2015 GSA Annual Meeting in Baltimore, Maryland, USA (1-4 November 2015)

Paper No. 232-8
Presentation Time: 9:00 AM-6:30 PM

LATE SANTONIAN−CAMPANIAN PALEOSOLS FROM SOUTHWEST UTAH: IMPLICATIONS FOR WEATHERING AND PALEOCLIMATE


GALLAGHER, Timothy M., Department of Earth and Environmental Sciences, University of Michigan, 2534 C.C. Little Building, 1100 North University Ave, Ann Arbor, MI 48109 and SHELDON, Nathan D., Earth and Environmental Sciences, University of Michigan, 2534 CC Little Building, Ann Arbor, MI 48109, tgallag@umich.edu

The greenhouse climate of the Late Cretaceous is generally considered to be consistently warm and wet, with abundant carbon burial in both terrestrial and marine environments. Significant research has been devoted to understanding the Cretaceous environment in the marine realm, while relatively less work has focused on understanding the heterogeneity of presumably warm and wet terrestrial environments at this time. These terrestrial environments are intimately linked to proximal marine environments as they provide a source of nutrients that can potentially enhance primary productivity and subsequently organic carbon burial and freshwater runoff that can stratify.

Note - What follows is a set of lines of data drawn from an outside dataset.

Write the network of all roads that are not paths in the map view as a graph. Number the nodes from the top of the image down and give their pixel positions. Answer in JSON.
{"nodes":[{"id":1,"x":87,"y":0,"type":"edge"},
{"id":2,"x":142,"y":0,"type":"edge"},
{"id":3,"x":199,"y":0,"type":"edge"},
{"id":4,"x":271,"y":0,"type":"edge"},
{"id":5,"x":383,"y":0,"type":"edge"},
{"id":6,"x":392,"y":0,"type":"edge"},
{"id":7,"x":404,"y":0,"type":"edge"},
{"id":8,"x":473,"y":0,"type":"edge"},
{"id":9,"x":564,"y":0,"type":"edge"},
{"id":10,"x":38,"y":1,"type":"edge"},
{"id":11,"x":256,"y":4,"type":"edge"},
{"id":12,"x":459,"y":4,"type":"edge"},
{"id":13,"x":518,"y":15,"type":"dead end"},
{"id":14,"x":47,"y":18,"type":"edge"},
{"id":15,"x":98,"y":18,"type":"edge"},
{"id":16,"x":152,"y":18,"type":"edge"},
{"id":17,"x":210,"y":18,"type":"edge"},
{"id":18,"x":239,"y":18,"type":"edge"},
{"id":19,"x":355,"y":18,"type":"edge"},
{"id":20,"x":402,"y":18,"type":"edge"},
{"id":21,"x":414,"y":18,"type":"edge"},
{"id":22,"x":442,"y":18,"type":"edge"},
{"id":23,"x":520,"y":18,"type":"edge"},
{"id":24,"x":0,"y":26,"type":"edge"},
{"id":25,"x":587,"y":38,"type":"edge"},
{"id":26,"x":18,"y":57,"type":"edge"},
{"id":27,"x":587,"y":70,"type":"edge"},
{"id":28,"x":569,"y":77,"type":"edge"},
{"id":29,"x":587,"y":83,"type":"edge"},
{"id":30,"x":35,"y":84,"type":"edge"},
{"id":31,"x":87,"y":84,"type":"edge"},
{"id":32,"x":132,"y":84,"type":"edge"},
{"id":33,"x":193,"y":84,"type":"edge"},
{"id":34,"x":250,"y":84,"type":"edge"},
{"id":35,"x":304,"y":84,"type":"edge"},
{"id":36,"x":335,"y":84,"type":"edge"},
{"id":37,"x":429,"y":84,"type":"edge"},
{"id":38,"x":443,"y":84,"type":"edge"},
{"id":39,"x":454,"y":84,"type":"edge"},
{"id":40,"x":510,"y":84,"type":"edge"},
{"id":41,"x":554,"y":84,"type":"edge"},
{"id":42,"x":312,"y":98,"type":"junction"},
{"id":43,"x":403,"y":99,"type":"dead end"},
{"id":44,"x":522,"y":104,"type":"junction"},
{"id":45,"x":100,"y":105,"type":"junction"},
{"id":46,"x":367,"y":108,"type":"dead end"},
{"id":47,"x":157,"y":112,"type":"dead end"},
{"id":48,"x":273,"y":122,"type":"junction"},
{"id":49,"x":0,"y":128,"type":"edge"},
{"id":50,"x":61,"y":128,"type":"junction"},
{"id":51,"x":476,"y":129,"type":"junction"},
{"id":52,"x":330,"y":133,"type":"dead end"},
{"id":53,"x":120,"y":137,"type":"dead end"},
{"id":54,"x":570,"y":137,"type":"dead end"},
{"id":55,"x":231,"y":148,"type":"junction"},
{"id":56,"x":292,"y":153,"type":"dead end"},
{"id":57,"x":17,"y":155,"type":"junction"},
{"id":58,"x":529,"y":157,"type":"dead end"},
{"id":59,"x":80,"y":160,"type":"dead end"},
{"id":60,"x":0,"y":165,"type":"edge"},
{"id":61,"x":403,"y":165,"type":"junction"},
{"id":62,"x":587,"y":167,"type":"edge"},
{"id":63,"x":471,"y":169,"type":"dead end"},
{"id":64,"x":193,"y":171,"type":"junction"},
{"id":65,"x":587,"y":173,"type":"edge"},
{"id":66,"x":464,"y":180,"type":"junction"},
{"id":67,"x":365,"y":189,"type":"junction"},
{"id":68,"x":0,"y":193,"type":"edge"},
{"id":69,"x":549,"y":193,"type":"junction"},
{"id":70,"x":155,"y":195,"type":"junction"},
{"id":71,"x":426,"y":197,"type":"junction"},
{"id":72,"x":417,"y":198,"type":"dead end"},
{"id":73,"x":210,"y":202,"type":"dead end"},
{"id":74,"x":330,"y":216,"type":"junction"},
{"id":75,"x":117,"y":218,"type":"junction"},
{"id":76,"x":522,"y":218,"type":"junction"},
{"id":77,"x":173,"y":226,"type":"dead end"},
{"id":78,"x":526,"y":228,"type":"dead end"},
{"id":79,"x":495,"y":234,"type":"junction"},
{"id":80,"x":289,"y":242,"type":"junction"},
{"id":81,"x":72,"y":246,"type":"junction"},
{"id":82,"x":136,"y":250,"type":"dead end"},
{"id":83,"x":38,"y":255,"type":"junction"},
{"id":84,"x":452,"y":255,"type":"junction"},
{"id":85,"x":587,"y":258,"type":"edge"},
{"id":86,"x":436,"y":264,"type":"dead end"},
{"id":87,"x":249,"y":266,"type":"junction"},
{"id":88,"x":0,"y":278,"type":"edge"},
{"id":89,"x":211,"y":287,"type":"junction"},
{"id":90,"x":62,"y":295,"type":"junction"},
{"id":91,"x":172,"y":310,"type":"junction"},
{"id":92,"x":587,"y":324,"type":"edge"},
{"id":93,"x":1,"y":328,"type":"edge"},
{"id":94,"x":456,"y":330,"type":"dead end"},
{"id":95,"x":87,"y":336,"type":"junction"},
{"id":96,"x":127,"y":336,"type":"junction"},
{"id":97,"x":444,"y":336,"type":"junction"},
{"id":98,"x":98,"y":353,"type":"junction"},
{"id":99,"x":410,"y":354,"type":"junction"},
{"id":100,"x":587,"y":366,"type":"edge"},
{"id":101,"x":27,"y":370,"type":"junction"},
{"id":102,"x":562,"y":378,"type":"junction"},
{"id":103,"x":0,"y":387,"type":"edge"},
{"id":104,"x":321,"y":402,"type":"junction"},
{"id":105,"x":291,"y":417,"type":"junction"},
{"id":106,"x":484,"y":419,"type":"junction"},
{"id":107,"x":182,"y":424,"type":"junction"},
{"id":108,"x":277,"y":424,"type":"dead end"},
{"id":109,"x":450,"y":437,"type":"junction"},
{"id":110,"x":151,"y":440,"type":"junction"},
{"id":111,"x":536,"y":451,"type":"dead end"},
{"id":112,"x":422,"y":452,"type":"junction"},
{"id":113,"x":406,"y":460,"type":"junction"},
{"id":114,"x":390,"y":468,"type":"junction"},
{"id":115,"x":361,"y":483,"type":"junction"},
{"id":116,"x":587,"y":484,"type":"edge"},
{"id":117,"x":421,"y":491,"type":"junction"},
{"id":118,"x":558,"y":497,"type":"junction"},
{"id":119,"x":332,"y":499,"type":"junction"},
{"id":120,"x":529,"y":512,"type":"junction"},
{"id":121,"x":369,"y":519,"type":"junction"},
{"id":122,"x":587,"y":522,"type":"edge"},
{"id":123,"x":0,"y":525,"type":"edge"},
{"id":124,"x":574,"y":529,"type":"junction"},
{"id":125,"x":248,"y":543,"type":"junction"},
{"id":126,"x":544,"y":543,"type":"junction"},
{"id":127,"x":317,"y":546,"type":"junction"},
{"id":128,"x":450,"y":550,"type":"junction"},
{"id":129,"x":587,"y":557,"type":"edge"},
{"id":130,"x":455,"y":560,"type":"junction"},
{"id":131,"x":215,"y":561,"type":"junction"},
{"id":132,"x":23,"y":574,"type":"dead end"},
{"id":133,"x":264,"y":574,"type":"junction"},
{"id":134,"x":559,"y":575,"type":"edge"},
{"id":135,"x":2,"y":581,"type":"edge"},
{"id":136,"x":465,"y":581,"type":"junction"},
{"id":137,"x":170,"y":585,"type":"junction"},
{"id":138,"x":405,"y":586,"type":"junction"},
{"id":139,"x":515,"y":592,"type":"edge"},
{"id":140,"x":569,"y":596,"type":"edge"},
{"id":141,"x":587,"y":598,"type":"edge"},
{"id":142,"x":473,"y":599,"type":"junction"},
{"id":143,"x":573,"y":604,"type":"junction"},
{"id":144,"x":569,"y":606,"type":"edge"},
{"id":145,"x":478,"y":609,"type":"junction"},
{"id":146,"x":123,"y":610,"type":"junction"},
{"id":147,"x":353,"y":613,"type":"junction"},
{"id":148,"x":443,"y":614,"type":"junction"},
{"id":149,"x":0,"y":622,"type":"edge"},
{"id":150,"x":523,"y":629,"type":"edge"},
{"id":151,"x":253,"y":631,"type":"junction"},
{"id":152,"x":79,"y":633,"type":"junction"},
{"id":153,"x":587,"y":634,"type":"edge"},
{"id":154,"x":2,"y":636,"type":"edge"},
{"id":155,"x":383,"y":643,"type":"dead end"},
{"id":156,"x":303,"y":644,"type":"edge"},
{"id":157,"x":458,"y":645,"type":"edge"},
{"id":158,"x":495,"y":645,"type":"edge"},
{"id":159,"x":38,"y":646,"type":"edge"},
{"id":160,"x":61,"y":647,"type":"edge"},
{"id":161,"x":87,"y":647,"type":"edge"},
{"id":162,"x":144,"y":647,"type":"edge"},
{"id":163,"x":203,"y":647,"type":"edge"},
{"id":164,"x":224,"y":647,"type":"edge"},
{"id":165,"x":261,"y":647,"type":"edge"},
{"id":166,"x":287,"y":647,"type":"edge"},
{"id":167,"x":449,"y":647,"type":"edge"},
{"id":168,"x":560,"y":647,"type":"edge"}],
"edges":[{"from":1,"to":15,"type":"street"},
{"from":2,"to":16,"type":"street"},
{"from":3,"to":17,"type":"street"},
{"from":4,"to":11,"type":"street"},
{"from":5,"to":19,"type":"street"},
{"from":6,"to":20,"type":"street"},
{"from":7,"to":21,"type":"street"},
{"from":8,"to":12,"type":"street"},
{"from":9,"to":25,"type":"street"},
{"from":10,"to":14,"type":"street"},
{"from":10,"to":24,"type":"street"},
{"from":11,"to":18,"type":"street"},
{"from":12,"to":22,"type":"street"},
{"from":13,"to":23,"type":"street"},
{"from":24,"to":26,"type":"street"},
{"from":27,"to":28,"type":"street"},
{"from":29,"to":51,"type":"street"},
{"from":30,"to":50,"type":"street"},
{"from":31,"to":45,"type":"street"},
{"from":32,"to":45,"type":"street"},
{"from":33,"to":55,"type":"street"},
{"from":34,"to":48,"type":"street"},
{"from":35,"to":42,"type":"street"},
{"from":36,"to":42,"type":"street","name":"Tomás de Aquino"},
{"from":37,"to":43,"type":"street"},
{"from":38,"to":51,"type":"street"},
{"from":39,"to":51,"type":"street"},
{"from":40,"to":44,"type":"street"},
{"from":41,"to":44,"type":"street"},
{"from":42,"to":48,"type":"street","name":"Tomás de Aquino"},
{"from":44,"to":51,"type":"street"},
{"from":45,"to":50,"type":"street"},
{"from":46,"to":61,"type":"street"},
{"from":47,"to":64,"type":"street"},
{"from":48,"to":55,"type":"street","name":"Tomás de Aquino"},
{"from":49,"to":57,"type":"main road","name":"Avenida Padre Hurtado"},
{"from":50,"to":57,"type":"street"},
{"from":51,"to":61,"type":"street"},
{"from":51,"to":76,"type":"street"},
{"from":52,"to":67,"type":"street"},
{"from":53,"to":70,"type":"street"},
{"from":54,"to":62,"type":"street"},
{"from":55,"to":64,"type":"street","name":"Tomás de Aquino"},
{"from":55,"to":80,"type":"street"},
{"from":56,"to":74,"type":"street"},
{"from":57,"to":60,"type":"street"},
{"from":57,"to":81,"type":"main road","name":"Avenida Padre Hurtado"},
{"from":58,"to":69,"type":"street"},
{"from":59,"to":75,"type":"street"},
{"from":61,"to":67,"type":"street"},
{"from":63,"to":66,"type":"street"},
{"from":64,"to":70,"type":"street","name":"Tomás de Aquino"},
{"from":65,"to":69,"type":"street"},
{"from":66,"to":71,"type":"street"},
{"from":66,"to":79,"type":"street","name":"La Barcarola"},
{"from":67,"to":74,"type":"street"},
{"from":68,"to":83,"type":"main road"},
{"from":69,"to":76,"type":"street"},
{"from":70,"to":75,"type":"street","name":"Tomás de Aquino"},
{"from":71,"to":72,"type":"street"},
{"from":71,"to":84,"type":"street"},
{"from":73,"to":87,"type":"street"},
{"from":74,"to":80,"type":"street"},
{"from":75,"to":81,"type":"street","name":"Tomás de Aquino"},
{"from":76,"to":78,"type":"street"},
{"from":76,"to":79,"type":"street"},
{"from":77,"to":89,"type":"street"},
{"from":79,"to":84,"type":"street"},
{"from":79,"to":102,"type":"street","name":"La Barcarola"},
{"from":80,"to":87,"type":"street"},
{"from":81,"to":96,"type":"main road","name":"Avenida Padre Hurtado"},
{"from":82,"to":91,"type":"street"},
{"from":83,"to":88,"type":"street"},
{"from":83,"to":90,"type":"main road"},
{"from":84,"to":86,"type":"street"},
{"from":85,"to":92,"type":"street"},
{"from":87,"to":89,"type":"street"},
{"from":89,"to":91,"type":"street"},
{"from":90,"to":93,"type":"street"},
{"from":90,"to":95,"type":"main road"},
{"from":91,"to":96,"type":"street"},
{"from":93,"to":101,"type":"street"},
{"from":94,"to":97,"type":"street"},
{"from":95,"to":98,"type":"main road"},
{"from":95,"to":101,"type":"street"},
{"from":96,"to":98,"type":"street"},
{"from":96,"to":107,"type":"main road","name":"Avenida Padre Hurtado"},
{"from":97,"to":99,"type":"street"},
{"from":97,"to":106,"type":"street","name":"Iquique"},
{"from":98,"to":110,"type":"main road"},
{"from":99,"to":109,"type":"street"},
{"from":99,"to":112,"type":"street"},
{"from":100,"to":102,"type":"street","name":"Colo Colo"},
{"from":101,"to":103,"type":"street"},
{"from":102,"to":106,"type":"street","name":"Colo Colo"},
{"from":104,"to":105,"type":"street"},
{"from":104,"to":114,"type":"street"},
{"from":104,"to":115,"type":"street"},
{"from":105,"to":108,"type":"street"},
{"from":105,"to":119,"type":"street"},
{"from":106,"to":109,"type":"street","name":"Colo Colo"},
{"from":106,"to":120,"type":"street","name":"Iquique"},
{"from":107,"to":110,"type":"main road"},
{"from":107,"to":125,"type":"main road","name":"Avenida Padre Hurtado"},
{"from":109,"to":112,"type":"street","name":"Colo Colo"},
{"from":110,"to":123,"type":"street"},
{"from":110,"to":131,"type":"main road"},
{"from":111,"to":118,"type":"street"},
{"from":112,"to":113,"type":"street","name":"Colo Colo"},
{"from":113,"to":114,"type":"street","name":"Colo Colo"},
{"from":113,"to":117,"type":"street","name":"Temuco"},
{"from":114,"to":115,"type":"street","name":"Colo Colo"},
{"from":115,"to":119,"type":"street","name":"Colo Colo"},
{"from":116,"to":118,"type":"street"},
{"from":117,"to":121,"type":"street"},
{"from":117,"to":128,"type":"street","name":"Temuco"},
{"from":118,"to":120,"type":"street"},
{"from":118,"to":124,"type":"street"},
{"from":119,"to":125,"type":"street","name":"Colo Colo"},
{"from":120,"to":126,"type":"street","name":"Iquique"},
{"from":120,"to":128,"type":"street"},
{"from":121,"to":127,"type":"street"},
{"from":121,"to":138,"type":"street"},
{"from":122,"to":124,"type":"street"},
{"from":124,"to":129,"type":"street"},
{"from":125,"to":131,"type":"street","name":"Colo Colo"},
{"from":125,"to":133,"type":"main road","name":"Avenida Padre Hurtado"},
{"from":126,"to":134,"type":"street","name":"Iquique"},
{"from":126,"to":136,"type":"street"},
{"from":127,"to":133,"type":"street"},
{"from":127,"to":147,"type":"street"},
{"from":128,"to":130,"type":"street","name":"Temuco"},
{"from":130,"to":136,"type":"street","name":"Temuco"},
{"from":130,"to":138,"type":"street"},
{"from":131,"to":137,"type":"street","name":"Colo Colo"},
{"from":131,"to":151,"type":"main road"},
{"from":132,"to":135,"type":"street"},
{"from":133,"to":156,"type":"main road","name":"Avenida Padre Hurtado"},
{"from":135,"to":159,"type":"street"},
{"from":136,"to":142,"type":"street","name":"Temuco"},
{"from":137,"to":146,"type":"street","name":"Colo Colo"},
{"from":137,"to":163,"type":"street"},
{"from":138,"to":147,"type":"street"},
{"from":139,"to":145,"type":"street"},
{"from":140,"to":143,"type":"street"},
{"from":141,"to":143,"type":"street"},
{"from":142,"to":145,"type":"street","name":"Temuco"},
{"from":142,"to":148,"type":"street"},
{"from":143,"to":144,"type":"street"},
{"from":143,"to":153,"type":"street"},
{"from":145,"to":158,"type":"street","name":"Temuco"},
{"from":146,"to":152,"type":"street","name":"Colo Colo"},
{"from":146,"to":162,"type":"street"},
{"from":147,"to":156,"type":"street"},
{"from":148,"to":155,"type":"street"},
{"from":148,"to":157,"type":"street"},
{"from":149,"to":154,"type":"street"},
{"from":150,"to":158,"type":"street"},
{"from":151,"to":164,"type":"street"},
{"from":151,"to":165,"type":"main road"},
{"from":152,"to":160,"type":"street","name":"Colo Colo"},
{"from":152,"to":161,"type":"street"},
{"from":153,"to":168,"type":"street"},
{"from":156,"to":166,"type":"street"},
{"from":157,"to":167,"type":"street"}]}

This study will focus on rocks deposited in SW Utah dating to the Late Santonian−Campanian, when the Sevier Mountains were being uplifted to the west and the Western Interior Seaway (WIS) was sustaining elevated organic carbon burial to the east. Here we present bulk whole-rock geochemistry data from paleosols found within the late Santonian John Henry Member of the Straight Cliffs Formation and the early Campanian Wahweap and Iron Springs Formations. This data will be used to evaluate the hypotheses that (a) terrestrial environments in Utah were consistently warm and wet during the Late Cretaceous and (b) chemical weathering remained sufficiently high to provide a sustained source of nutrients to the highly productive WIS. Initial geochemical results indicate that paleosols from the Wahweap and Iron Springs Formation (avg. CIA = 77) are more weathered than those of the Straight Cliffs Formation (avg. CIA = 71), even though all three Formations likely had a similar provenance. Comparing paleosols from the Wahweap Formation to those of the Iron Springs Formation will also allow us to examine whether paleosols of a roughly similar age and geographic setting preserve similar geochemical weathering profiles across different depositional environments. The Iron Springs paleosols were deposited on a sandy braidplain, while the Wahweap represents a more distal alluvial floodplain. The sandier paleosols of the Iron Springs are slightly less developed and produce lower climofunction derived precipitation estimates, suggesting a potential depositional setting bias for higher versus lower energy environments.